The Kennedy Center

Symphony No. 7 in C Major, Op. 105

About the Work

Image for Sibelius Composer: Jean Sibelius
© Richard Freed

When Karl Ekman was preparing his official biography of Sibelius, in 1933, the composer, then in his 68th year, wrote a statement for him that began, "Composing has been the main thread of my life, and it is so now." In truth, however, his creative activity had ended. His last significant works--the Sixth and Seventh symphonies, the incidental music for The Tempest, the tone poem Tapiola--had been produced between 1923 and 1926. He did compose an Eighth Symphony in 1929, but he was so uncertain of its worth that he not only withheld it from performance and publication but actually destroyed the manuscript without leaving a trace and refused to discuss it. Although he lived well into his ninety-second year, he composed nothing more but an inconsequential piece or two for unaccompanied male chorus; the Seventh was to be his final testament as a symphonist, and it is the most unusual as well as the most concise segment of the cycle it completed.

Throughout his life Sibelius was concerned with the development of new forms for the symphony. His first six symphonies differ from one another conspicuously in terms of structure as well as dimensions and content; two of them are cast in three movements instead of the usual four. The Seventh is the earliest significant example of a symphony in a single movement, and this form struck Sibelius himself as being so different from the norm that when he conducted the premiere in Stockholm on March 24, 1924, just three weeks after completing the score, the work was billed not as a numbered symphony but as Fantasia sinfonica. Robert Schumann affixed a similar title for a time to his own Fourth Symphony, whose four movements are played without pause and share common thematic material; he eventually decided to call the work a symphony, though, and so did Sibelius. Since the appearnace of this work Roy Harris, Samuel Barber and numerous other composers in both Europe and America have written notable one-movement symphonies. As in most of these later examples, Sibelius's Seventh contains contrasting sections that correspond more or less to the separate movements of a conventional symphony--though in this case the seams may be a bit less apparent than in the later such works. The four discernible sections here are: (1) a slow introduction in which the harmonic activity is of greater interest than the themes themselves, among which, however, is a trombone motif which is introduced when the peak of orchestral weight and tension has been achieved, and is to assume greater importance later in the work; (2) a restless section in which the trombone motif again appears at the climactic moment, as a sort of calming gesture; (3) a scherzo; (4) a glorious culmination in which the trombone motif dominates, with glowing string passages and blazes of brass color along the way. After a final statement of the trombone theme (which might be compared to the brass ostinato in the finale of the Fifth Symphony, though it conveys a higher level of both sobriety and exaltation) the work ends with the simplest gesture, rather in the manner of a benediction.

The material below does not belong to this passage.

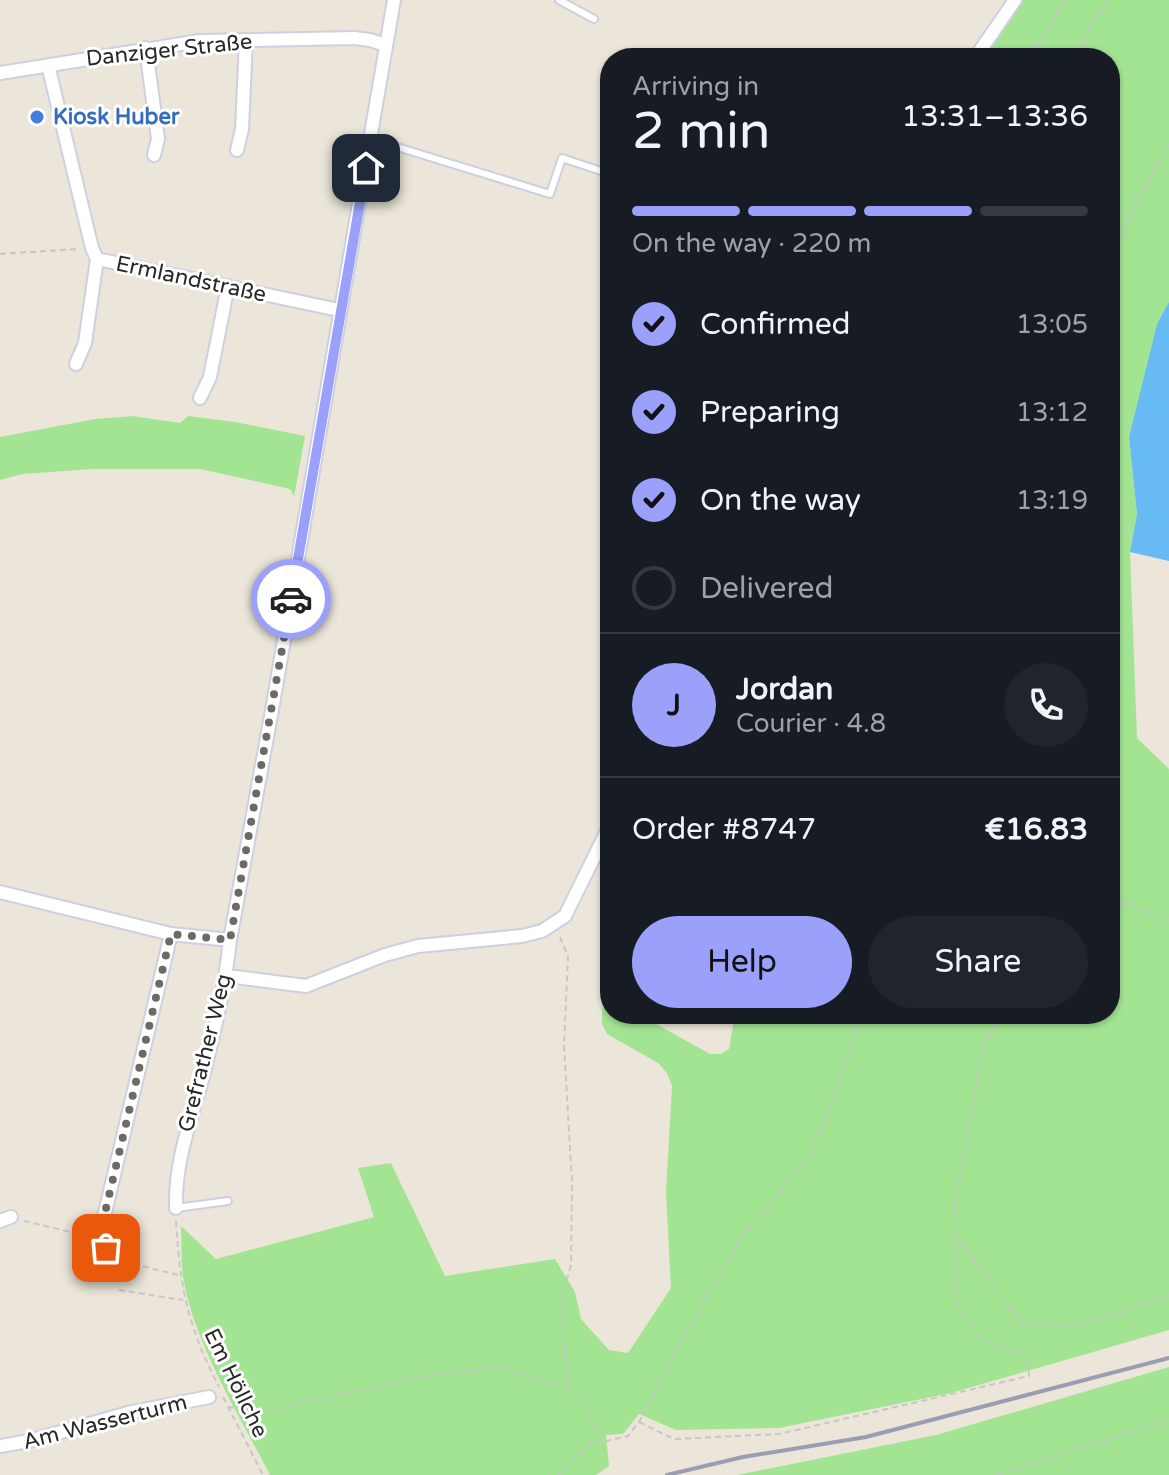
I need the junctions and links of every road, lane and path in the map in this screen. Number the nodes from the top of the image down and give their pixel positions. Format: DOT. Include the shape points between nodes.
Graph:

While these sections can be identified, the sense of continuity in this work is so seamless that it has been described as a sort of giant rondo. Some commentators have suggested that this music might have retained its original title because it appears to be more of a symphonic poem than a symphony. The point, however, is that it is one of those unexpected mutations which now and then change and broaden our notions of what a symphony can be, or ought to be. The frequent instances of uncertainty in labeling or classifying Sibelius's works have only served to emphasize the uniqueness of his style. In the concluding chapter of Music Ho! (called "Sibelius and the Music of the Future:"), Constant Lambert offered this explanation for the apparent failure of Sibelius's music to influence other composers of his generation:

It offers no material for the plagiarist, and is to be considered more as a spiritual example than as a technical influence. We are not likely to find any imitation of Sibelius's No. 7, such as we find of Stravinsky's Symphonie des Psaumes, because the spiritual calm of this work is the climax of the spiritual experience of a lifetime and cannot be achieved by any aping of external mannerisms.

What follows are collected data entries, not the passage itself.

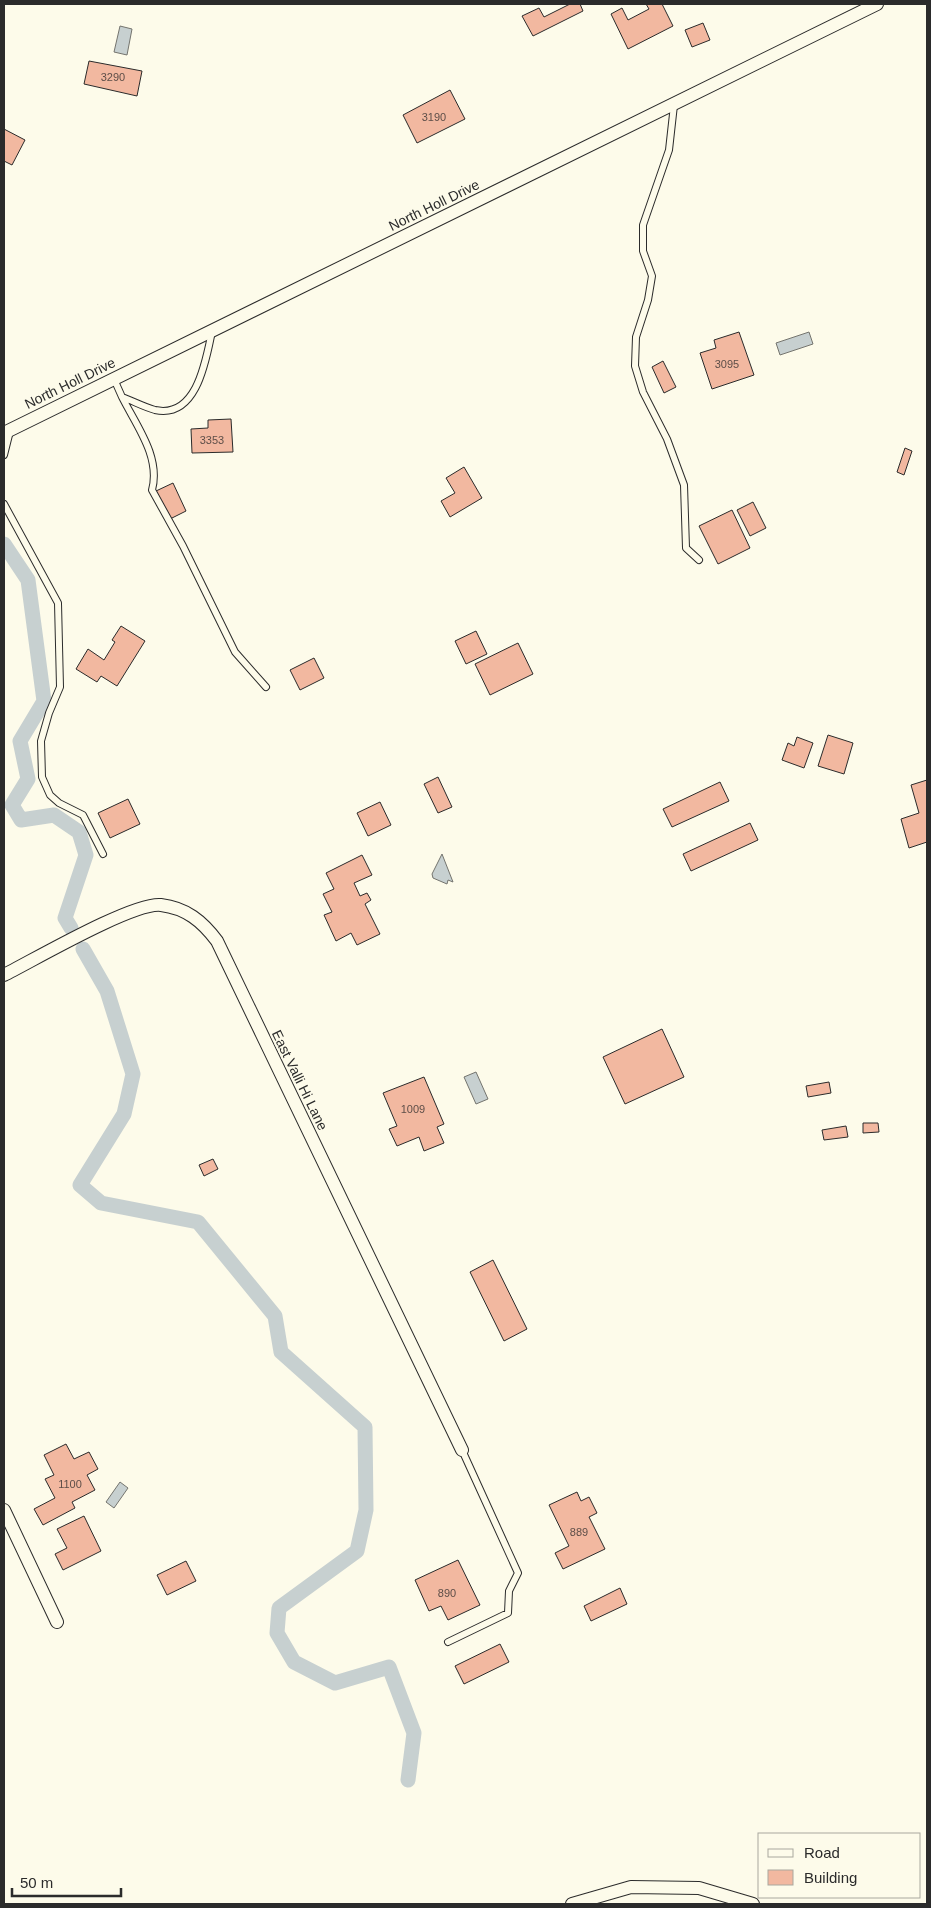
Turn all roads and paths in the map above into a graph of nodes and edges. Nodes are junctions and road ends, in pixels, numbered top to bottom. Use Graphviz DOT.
graph roads {
  1 [pos="877,4"];
  2 [pos="674,103"];
  3 [pos="212,330"];
  4 [pos="114,379"];
  5 [pos="122,397"];
  6 [pos="7,431"];
  7 [pos="4,455"];
  8 [pos="4,504"];
  9 [pos="699,560"];
  10 [pos="266,687"];
  11 [pos="103,854"];
  12 [pos="4,975"];
  13 [pos="462,1450"];
  14 [pos="4,1510"];
  15 [pos="58,1622"];
  16 [pos="448,1642"];
  17 [pos="572,1904"];
  18 [pos="753,1904"];
  1 -- 2 [label="street, North Holl Drive"];
  2 -- 3 [label="street, North Holl Drive"];
  2 -- 9 [label="lane"];
  3 -- 4 [label="street, North Holl Drive"];
  3 -- 5 [label="lane"];
  4 -- 5 [label="lane"];
  4 -- 6 [label="street, North Holl Drive"];
  5 -- 10 [label="lane"];
  6 -- 7 [label="lane"];
  8 -- 11 [label="lane"];
  12 -- 13 [label="street, East Valli Hi Lane"];
  13 -- 16 [label="lane"];
  14 -- 15 [label="street"];
  17 -- 18 [label="street"];
}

It might be argued that there have been imitations, or attempted imitations, of Sibelius, but one cannot take issue with Lambert's characterization of this work, or with his premise that this composer's influence has generally been felt in terms of "spiritual example. As such, no other single work of his shines with the unique radiance of this final symphony, which indeed identifies itself unmistakably, in the English musician's happy phrase, as "the climax of the spiritual experience of a lifetime."